> [Data for review]:

------

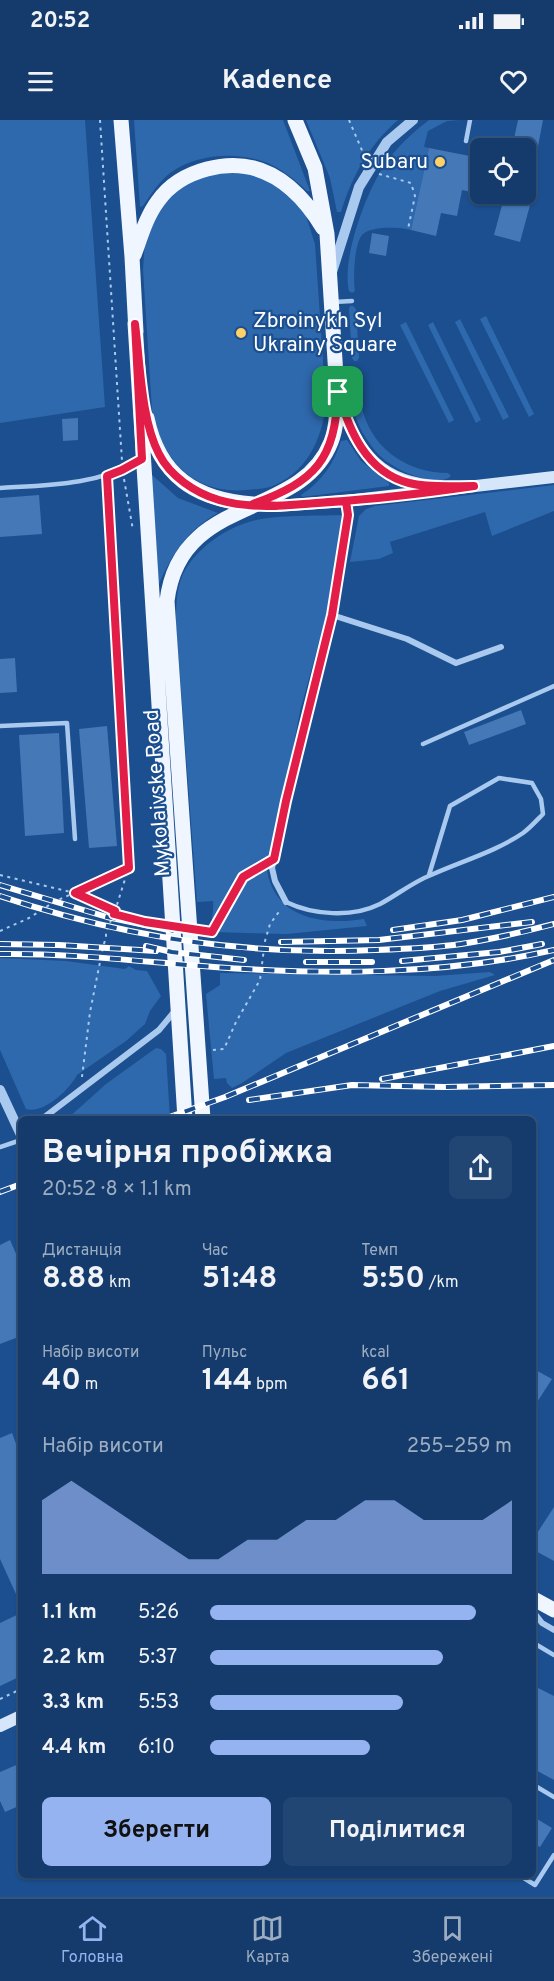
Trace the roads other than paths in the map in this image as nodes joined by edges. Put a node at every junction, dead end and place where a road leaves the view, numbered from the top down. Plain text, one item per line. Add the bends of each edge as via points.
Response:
1 (121, 120) edge
2 (295, 120) edge
3 (413, 120) edge
4 (470, 120) edge
5 (466, 141) dead end
6 (327, 234) junction
7 (132, 257) junction
8 (331, 279) junction
9 (352, 301) dead end
10 (332, 302) junction
11 (135, 324) junction
12 (338, 392) junction
13 (142, 459) junction
14 (107, 476) junction
15 (554, 477) edge
16 (474, 486) junction
17 (0, 488) edge
18 (346, 501) junction
19 (253, 504) junction
20 (332, 615) junction
21 (501, 647) dead end
22 (554, 686) edge
23 (0, 726) edge
24 (423, 744) dead end
25 (75, 839) dead end
26 (129, 868) road end
27 (429, 875) junction
28 (286, 902) joint
29 (178, 1006) junction
30 (0, 1090) edge
31 (46, 1116) edge
32 (185, 1116) edge
33 (203, 1116) edge
34 (18, 1128) edge
35 (18, 1136) edge
36 (0, 1147) edge
37 (536, 1600) edge
38 (554, 1610) edge
39 (536, 1615) edge
40 (554, 1630) edge
41 (536, 1644) edge
42 (554, 1655) edge
43 (18, 1717) edge
44 (0, 1726) edge
45 (536, 1786) edge
46 (554, 1797) edge
47 (554, 1855) edge
48 (524, 1878) edge

1 - 7 main road
2 - 6 main road via 315,168
3 - 8 street via 387,142 359,188
4 - 5 lane
6 - 7 main road via 304,200 278,178 250,167 224,166 198,171 171,187 149,215
6 - 8 main road
7 - 11 main road
8 - 10 main road
9 - 10 lane
10 - 12 main road
11 - 13 main road, Mykolaivske Road
11 - 19 main road via 147,416 159,456 184,483 200,492
12 - 16 main road via 355,440 386,472 410,483
12 - 19 main road via 332,441 325,455 298,484
13 - 14 lane
13 - 29 main road, Mykolaivske Road
14 - 17 lane via 74,483
14 - 26 street
15 - 16 main road
16 - 18 main road
18 - 19 main road
18 - 20 street via 348,515
19 - 33 main road, Mykolaivske Road via 215,525 193,544 172,577 167,601
20 - 21 street via 407,639 456,663
20 - 28 street via 272,868
22 - 24 lane
23 - 25 lane via 67,723
27 - 27 lane via 524,833 543,814 541,799 532,783 499,778 450,806
27 - 28 lane via 377,906 349,912 321,913
29 - 31 street via 159,1030
29 - 32 main road, Mykolaivske Road
30 - 34 street
35 - 36 lane
37 - 38 main road
39 - 40 street
41 - 42 lane
43 - 44 main road
45 - 46 lane
47 - 48 lane via 535,1885

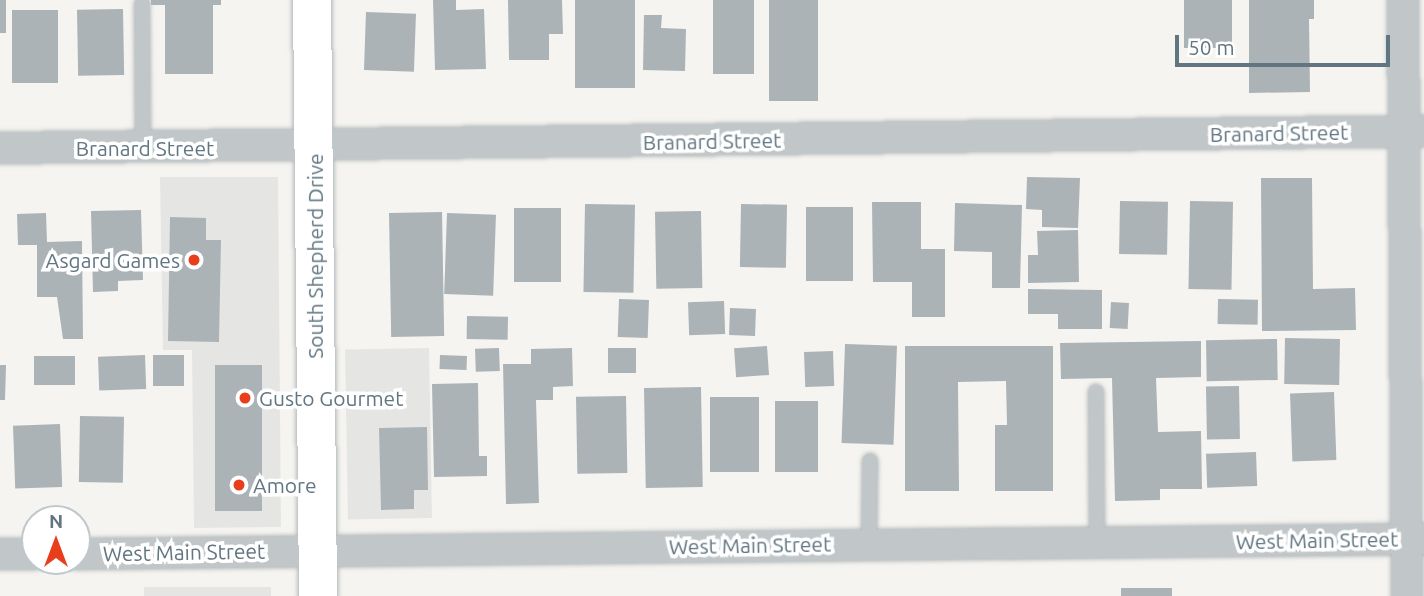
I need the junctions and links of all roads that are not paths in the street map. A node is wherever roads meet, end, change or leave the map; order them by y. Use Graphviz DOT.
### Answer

------

> [Assignment]:
Check each line above for the string "roads" and show the ones that have it.

> [Answer to the problem]:
Trace the roads other than paths in the map in this image as nodes joined by edges. Put a node at every junction, dead end and place where a road leaves the view, numbered from the top down. Plain text, one item per line. Add the bends of each edge as via points.
I need the junctions and links of all roads that are not paths in the street map. A node is wherever roads meet, end, change or leave the map; order them by y. Use Graphviz DOT.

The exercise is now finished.